The main argument of this article has been that the Social Hospital archive offers an invaluable and versatile source to the lives of young drug users in the 1960s and 1970s. The medical point of view emphasized both the pathological personality traits on one hand and the influence of drugs on personality on the other. The lifestyle-based understanding of the drug phenomenon focused on avoidance of work and the unwillingness to adjust in “sick society.” Also gangs played an important part in drug use. Unlike in the heated debates that took place in the public, the Social Hospital portrayed drug use as a many-sided phenomenon. The Social Hospital archive does not align with the experimental narrative of drug use either, for which the 1960s and 1970s are better known. Most of the patients had mental, social, and somatic problems, which were seen to require hospitalization. Hospitalization was an indication of a process that was heading toward marginalization.

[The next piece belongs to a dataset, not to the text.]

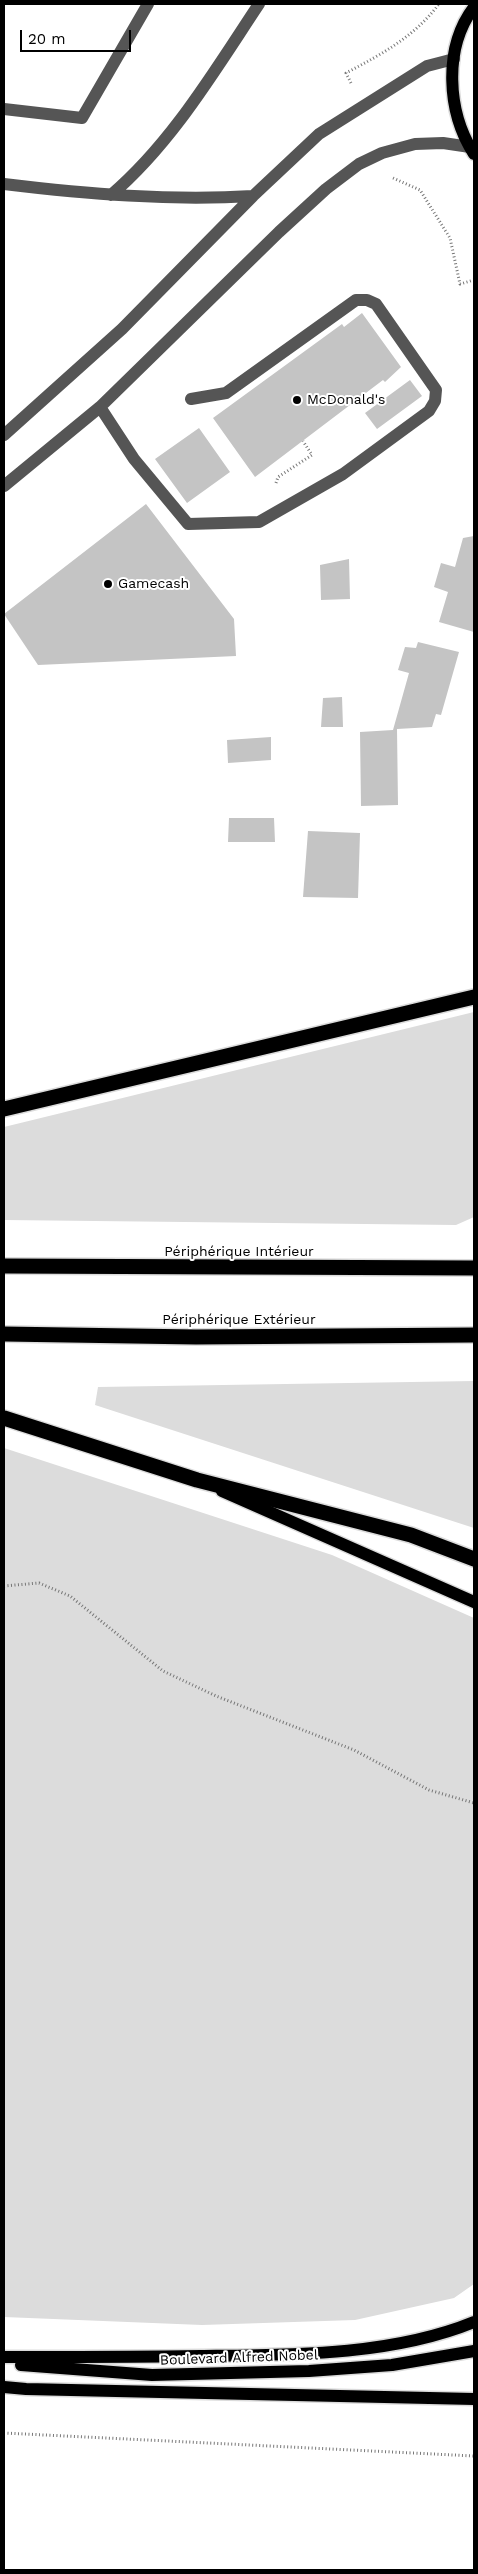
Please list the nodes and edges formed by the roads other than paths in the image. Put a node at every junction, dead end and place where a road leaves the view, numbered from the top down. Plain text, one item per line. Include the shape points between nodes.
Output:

By the latter half of the 1970s, drugs went out of fashion. In Finland, even cannabis consumption reduced radically. According to the historian Mikko Salasuo, this was because alcohol consumption became more common, the original ideology connected to drug consumption vanished, some users moved on with their lives and got jobs instead of remaining in the counterculture spheres, use was criminalized and more strictly controlled, there was negative publicity on one hand and active prevention campaigning on the other, and youth culture became commercialized, offering new trend alternatives.112 Or, as Robert Stephens has graphically put it, the image of students smoking joints and expanding their consciousness changed into working-class youths sticking needles into their arms, turning to crime, and dying in the streets.113 Drugs no longer appealed to the masses. For some years after 1975, drug consumption in Finland turned back into a marginal problem that only affected outcasts. The 1972 Narcotics Act, however, remained significant, as drug use is still criminalized, which has affected the next tides of drugs that followed. One can only ask whether the vote for the criminalization of use would have been any different had the drug users been heard. Maybe now would be a good time to ask, listen, and rethink the grounds for the criminalization of drug use that at the time were based mostly on opinions, not knowledge.